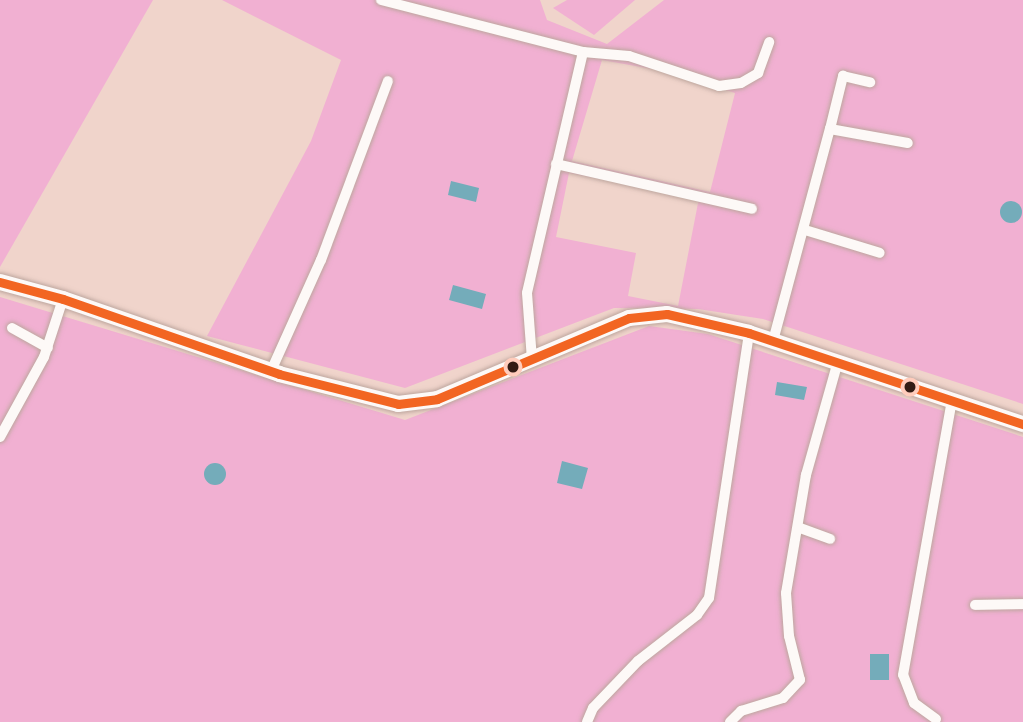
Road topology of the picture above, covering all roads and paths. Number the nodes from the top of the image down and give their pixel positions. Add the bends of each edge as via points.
1 (382, 0) edge
2 (769, 42) dead end
3 (583, 52) junction
4 (387, 81) dead end
5 (870, 82) dead end
6 (830, 129) junction
7 (908, 143) dead end
8 (556, 164) junction
9 (752, 209) dead end
10 (805, 230) junction
11 (880, 253) dead end
12 (0, 282) edge
13 (63, 299) junction
14 (12, 328) dead end
15 (749, 333) junction
16 (774, 341) junction
17 (48, 348) junction
18 (532, 360) junction
19 (838, 362) junction
20 (271, 371) junction
21 (953, 399) junction
22 (1023, 424) edge
23 (0, 437) edge
24 (800, 528) junction
25 (830, 539) dead end
26 (1023, 604) edge
27 (975, 605) dead end
28 (936, 719) dead end
29 (587, 722) edge
30 (730, 722) edge

1 - 3 street
2 - 3 street via 758,73 741,83 719,86 629,57
3 - 8 street
4 - 20 street via 326,248
5 - 6 street via 842,76
6 - 7 street
6 - 10 street
8 - 9 street
8 - 18 street via 527,293
10 - 11 street
10 - 16 street
12 - 13 main road
13 - 17 street
13 - 20 main road
14 - 17 street
15 - 16 main road
15 - 18 main road via 667,314 647,315 616,323
15 - 29 street via 709,598 697,615 638,661 593,708
16 - 19 main road
17 - 23 street
18 - 20 main road via 437,399 407,404 368,399
19 - 21 main road
19 - 24 street via 806,475
21 - 22 main road
21 - 28 street via 903,676 914,703
24 - 25 street
24 - 30 street via 786,593 789,636 800,680 783,698 741,711
26 - 27 street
━━━
Your objective: Omit the pictures. Output every record above word for word.

Answer space:
Road topology of the picture above, covering all roads and paths. Number the nodes from the top of the image down and give their pixel positions. Add the bends of each edge as via points.
1 (382, 0) edge
2 (769, 42) dead end
3 (583, 52) junction
4 (387, 81) dead end
5 (870, 82) dead end
6 (830, 129) junction
7 (908, 143) dead end
8 (556, 164) junction
9 (752, 209) dead end
10 (805, 230) junction
11 (880, 253) dead end
12 (0, 282) edge
13 (63, 299) junction
14 (12, 328) dead end
15 (749, 333) junction
16 (774, 341) junction
17 (48, 348) junction
18 (532, 360) junction
19 (838, 362) junction
20 (271, 371) junction
21 (953, 399) junction
22 (1023, 424) edge
23 (0, 437) edge
24 (800, 528) junction
25 (830, 539) dead end
26 (1023, 604) edge
27 (975, 605) dead end
28 (936, 719) dead end
29 (587, 722) edge
30 (730, 722) edge

1 - 3 street
2 - 3 street via 758,73 741,83 719,86 629,57
3 - 8 street
4 - 20 street via 326,248
5 - 6 street via 842,76
6 - 7 street
6 - 10 street
8 - 9 street
8 - 18 street via 527,293
10 - 11 street
10 - 16 street
12 - 13 main road
13 - 17 street
13 - 20 main road
14 - 17 street
15 - 16 main road
15 - 18 main road via 667,314 647,315 616,323
15 - 29 street via 709,598 697,615 638,661 593,708
16 - 19 main road
17 - 23 street
18 - 20 main road via 437,399 407,404 368,399
19 - 21 main road
19 - 24 street via 806,475
21 - 22 main road
21 - 28 street via 903,676 914,703
24 - 25 street
24 - 30 street via 786,593 789,636 800,680 783,698 741,711
26 - 27 street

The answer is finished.